Contractors will likely be onsite this weekend to stage equipment and place safety barriers. Construction fencing will be placed to alert visitors to the temporary closures and encourage public safety. Once ground-moving activity begins, the contractor will be working seven days a week during daylight hours. Workers will be accessing the levee with construction equipment and heavy vehicles to remove the tree roots and re-compact levee material. Foot bridges across Mill Creek will be intermittently closed as work progresses along the levee.
For visitor safety, intermittent closures of parts of Kingfisher and Whitetail trails may be required during the contract performance period. A map of visitor trails which will require intermittent and/or temporary closures to accommodate levee work activities is available on the Corps’ website at www.nww.usace.army.mil/Missions/Projects/MillCreekLeveeMaintenance.aspx.

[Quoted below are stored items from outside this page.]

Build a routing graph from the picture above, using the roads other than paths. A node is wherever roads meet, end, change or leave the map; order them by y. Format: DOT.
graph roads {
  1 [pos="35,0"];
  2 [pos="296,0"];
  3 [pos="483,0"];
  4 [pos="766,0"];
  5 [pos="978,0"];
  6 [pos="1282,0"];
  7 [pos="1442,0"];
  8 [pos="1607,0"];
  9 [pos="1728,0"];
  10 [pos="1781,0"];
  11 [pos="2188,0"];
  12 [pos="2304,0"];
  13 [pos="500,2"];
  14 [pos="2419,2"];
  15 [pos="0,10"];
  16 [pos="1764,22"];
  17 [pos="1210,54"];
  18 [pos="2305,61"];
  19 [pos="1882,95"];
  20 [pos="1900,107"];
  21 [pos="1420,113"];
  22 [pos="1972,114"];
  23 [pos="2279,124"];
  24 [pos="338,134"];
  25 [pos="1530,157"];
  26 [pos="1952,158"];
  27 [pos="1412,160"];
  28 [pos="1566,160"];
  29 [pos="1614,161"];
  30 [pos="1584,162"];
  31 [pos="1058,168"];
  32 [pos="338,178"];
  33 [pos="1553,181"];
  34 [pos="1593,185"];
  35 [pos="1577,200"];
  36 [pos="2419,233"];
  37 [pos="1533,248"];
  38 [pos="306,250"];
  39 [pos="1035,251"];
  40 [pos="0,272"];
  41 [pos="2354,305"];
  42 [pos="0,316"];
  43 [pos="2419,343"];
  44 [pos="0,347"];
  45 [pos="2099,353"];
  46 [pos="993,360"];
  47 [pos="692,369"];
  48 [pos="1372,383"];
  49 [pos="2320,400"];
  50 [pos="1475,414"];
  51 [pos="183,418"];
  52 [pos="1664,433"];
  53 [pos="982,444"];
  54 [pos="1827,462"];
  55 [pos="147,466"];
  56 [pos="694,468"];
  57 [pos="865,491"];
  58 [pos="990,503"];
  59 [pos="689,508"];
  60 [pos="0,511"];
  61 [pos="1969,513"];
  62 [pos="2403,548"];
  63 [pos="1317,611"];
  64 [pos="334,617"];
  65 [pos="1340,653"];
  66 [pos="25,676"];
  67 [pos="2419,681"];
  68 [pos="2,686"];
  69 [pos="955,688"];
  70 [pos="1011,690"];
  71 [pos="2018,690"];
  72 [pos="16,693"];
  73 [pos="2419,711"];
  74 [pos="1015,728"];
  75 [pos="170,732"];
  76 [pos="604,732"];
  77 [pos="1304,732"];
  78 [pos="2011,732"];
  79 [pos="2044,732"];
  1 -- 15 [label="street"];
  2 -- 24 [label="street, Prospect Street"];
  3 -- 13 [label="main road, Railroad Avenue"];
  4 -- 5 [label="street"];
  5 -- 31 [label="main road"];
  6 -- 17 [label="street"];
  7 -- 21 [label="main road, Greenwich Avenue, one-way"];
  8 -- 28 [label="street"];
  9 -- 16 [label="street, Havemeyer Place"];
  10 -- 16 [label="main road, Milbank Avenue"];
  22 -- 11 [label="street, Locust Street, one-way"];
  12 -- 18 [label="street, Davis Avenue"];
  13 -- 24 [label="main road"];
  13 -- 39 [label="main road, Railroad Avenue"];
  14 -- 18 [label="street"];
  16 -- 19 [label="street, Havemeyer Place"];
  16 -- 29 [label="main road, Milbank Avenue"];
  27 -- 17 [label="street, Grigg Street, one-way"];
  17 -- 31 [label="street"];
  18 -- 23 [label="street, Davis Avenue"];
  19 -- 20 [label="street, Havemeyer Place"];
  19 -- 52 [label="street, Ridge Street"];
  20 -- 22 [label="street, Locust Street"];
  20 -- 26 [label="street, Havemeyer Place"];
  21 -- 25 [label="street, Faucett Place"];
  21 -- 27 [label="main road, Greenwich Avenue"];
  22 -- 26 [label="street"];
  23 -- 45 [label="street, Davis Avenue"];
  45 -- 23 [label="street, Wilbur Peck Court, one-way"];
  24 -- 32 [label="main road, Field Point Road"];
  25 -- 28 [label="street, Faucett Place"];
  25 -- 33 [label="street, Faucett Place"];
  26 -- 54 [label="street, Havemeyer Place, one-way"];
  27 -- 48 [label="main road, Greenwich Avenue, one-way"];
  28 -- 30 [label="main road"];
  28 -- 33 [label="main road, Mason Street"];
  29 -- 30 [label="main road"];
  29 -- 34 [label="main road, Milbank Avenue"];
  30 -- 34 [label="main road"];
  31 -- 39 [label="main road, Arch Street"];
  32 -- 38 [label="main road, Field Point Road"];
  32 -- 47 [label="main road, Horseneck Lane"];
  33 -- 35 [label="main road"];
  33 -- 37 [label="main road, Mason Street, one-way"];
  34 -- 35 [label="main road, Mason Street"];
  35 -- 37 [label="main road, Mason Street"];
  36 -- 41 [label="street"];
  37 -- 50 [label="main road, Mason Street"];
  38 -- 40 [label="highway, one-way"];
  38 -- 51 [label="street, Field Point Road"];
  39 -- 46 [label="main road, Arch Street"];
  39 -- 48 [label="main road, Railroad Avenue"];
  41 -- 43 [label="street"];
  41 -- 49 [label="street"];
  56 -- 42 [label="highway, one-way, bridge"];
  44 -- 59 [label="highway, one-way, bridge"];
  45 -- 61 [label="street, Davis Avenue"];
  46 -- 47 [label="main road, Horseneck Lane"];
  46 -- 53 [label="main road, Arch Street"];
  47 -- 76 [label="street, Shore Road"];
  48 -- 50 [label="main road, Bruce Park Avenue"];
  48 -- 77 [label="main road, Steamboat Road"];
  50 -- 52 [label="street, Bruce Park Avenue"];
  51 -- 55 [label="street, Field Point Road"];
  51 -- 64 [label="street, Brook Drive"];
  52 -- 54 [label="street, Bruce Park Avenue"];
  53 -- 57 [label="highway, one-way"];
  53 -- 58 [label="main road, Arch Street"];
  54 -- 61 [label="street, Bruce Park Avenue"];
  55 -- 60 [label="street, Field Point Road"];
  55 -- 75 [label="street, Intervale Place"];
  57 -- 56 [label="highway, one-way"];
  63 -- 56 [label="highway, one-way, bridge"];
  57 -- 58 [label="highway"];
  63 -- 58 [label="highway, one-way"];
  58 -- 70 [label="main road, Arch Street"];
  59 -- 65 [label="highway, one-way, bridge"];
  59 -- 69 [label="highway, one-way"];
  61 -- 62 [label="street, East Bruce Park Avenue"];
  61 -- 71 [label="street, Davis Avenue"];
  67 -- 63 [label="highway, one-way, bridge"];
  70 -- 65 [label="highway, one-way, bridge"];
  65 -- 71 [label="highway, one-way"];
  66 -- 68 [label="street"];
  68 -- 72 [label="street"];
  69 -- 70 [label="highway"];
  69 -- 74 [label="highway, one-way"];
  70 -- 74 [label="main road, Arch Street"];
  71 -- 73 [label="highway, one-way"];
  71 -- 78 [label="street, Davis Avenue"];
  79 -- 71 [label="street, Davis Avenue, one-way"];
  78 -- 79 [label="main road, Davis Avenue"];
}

Phase-2 work began Dec. 1, then was suspended Dec. 12 because extreme winter weather conditions affected ground conditions for root removal and levee material re-compacting. The Walla Walla District will continue to announce work progress and temporary impacts to visitor access. Visitors are also encouraged to look for trail-closure updates on information kiosks located at major trailheads and on the Mill Creek Project’s Facebook page www.facebook.com/millcreekdam.
This maintenance is necessary to meet National Levee Safety Program requirements in accordance with Corps headquarters regulations and policies. Phase-1 work began on Oct. 8, 2015, and was completed on Dec. 31, 2015. Problematic vegetation was removed from the surface of the levee slopes and 15-feet landward from the levee’s design toe. Life safety is paramount for the Corps’ operations. Non-compliant vegetation on levees blocks visibility for inspections, access for maintenance, hinders flood-fighting operations, and adds uncertainty to structural performance and reliability, which increases risk to the public. The inability to inspect, maintain and flood fight typically delays emergency response and contributes to the risk of levee failure.